→ Problem requirements: Every line of the material below in which "linejoin" shows up is to be located and copied.

→ Data for review:
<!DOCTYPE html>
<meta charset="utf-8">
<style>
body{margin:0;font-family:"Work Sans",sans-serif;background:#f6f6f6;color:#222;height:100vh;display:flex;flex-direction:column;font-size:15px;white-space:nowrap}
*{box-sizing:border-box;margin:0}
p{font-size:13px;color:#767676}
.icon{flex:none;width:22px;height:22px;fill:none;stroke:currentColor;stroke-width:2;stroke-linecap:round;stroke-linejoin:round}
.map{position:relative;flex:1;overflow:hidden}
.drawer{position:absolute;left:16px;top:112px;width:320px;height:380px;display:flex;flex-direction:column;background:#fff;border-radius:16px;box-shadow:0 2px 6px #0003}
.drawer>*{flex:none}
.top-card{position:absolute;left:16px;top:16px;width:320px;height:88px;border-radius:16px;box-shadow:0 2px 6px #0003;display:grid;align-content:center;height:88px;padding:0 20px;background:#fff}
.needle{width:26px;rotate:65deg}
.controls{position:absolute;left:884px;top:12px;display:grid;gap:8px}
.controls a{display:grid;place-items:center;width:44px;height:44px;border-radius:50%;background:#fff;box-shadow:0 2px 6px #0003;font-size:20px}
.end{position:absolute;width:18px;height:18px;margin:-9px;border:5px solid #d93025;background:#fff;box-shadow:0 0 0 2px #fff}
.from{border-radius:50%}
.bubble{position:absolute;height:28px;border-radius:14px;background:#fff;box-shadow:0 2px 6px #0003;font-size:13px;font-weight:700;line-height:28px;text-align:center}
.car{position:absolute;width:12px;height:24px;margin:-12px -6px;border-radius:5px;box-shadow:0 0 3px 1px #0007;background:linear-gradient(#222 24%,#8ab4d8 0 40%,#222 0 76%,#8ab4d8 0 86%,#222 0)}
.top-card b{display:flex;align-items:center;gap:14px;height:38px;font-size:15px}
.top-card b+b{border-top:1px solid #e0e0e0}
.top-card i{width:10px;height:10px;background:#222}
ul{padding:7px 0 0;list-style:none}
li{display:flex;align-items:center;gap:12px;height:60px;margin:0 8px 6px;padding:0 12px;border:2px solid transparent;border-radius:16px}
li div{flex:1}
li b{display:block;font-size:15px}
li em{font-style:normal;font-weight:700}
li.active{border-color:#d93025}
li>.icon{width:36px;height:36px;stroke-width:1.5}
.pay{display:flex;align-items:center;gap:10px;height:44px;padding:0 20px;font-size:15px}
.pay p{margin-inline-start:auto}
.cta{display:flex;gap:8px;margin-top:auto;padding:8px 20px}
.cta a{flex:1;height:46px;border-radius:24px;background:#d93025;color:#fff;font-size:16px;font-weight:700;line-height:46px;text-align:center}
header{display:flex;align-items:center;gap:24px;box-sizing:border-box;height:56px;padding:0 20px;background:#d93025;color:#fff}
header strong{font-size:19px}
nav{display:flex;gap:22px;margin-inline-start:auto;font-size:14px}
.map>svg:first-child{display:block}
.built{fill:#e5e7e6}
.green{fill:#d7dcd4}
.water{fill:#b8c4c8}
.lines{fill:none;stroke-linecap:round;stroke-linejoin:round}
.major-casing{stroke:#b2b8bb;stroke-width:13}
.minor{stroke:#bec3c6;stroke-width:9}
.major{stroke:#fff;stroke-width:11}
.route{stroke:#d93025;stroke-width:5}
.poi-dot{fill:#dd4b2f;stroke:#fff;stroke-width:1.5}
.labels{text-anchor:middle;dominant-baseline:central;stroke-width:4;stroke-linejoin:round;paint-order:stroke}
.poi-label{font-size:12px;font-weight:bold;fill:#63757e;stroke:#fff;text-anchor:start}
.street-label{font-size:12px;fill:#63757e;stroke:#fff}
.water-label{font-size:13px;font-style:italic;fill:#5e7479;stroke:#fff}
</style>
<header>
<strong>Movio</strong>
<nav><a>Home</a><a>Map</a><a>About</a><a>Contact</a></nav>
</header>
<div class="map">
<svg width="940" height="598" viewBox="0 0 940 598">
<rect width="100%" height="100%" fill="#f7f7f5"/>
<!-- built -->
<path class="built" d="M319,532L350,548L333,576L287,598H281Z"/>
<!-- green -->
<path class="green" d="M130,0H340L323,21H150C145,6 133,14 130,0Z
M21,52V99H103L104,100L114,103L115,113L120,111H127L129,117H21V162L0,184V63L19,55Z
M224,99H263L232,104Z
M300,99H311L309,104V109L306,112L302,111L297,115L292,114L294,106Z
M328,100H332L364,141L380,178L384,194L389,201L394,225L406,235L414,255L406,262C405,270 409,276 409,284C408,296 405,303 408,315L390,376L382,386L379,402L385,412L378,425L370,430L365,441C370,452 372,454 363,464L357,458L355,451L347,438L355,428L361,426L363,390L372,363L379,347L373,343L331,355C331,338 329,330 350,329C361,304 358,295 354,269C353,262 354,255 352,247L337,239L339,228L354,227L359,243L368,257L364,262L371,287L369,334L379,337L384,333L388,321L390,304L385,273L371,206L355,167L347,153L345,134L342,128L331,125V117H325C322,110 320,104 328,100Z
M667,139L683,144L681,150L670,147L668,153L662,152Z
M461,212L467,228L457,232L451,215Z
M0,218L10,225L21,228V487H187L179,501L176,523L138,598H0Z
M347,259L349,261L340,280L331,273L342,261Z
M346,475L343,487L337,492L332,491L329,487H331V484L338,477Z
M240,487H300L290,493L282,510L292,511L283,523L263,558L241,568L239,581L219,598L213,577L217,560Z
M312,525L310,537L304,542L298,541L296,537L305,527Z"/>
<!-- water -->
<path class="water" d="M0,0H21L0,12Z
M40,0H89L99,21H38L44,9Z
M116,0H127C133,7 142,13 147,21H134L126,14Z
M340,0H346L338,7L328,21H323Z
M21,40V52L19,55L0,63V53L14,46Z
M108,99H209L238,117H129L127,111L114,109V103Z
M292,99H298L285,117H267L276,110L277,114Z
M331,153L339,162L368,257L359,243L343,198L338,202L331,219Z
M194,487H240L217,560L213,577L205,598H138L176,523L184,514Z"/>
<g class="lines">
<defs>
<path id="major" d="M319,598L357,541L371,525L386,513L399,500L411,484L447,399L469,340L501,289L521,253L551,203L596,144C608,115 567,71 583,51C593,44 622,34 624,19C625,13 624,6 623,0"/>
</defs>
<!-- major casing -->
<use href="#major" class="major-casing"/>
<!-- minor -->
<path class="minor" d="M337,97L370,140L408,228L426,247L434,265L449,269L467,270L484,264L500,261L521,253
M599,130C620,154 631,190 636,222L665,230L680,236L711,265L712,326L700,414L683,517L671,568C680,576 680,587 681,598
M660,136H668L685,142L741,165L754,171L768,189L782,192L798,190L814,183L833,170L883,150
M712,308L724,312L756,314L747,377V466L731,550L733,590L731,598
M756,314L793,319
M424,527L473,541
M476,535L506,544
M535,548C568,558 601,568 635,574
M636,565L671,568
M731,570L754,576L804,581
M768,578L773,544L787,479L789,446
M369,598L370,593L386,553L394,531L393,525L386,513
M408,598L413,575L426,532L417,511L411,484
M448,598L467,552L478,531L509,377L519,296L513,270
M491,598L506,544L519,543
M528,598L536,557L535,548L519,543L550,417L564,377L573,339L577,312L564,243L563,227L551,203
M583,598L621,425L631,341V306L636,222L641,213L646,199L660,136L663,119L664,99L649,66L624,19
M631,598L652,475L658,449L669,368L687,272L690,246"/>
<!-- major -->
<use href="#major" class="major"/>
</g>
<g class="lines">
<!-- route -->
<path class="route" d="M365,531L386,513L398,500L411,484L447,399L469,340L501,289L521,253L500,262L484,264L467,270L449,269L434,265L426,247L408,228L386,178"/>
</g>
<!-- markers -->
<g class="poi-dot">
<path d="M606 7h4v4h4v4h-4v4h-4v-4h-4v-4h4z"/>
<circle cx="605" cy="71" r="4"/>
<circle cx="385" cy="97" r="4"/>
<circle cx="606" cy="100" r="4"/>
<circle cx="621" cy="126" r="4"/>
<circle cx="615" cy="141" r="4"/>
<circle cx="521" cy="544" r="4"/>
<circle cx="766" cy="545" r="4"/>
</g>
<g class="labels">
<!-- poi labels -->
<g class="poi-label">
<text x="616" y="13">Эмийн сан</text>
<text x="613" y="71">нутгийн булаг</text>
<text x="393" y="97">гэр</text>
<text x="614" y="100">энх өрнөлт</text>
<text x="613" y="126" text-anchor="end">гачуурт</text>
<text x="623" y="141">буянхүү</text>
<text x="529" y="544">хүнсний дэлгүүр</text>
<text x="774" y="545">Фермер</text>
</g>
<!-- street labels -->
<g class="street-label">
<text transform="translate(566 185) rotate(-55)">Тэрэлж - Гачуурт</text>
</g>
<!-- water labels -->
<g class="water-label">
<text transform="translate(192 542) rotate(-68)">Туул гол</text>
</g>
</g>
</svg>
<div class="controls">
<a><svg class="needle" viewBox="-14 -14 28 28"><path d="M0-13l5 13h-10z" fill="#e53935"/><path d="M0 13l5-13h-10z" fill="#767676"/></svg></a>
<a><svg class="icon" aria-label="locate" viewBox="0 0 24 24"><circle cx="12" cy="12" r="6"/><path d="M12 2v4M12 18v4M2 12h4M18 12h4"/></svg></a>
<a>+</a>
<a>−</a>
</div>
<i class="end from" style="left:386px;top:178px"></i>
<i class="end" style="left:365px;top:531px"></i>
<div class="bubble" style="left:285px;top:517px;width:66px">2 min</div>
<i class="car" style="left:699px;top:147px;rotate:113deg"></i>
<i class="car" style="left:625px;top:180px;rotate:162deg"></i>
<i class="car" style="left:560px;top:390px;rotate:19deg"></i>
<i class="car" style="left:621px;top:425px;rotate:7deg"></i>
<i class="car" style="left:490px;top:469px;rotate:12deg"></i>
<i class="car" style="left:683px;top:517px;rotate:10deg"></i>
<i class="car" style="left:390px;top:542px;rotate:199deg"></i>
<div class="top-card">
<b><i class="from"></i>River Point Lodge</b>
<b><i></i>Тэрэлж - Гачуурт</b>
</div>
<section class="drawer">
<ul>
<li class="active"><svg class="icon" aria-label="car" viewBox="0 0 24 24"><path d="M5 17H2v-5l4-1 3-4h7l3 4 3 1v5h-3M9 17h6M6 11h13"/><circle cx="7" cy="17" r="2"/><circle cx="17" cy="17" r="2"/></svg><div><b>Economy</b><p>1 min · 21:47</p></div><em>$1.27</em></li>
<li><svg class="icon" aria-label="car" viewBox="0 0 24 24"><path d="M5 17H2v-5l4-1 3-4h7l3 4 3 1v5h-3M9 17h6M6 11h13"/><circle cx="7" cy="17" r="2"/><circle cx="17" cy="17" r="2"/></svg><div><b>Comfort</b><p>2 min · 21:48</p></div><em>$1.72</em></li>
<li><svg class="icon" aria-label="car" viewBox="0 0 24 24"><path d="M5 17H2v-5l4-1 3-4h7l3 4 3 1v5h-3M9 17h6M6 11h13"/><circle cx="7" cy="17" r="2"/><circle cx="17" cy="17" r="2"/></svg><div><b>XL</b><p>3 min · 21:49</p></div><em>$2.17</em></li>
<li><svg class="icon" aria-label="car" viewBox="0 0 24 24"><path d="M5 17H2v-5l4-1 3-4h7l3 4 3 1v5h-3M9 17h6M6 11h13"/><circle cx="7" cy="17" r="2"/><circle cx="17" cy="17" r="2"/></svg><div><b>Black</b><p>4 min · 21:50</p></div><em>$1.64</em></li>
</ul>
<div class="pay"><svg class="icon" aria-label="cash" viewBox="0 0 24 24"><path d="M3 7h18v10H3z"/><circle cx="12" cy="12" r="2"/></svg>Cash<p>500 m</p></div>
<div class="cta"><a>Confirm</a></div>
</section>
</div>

→ Result of the exercise:
.icon{flex:none;width:22px;height:22px;fill:none;stroke:currentColor;stroke-width:2;stroke-linecap:round;stroke-linejoin:round}
.lines{fill:none;stroke-linecap:round;stroke-linejoin:round}
.labels{text-anchor:middle;dominant-baseline:central;stroke-width:4;stroke-linejoin:round;paint-order:stroke}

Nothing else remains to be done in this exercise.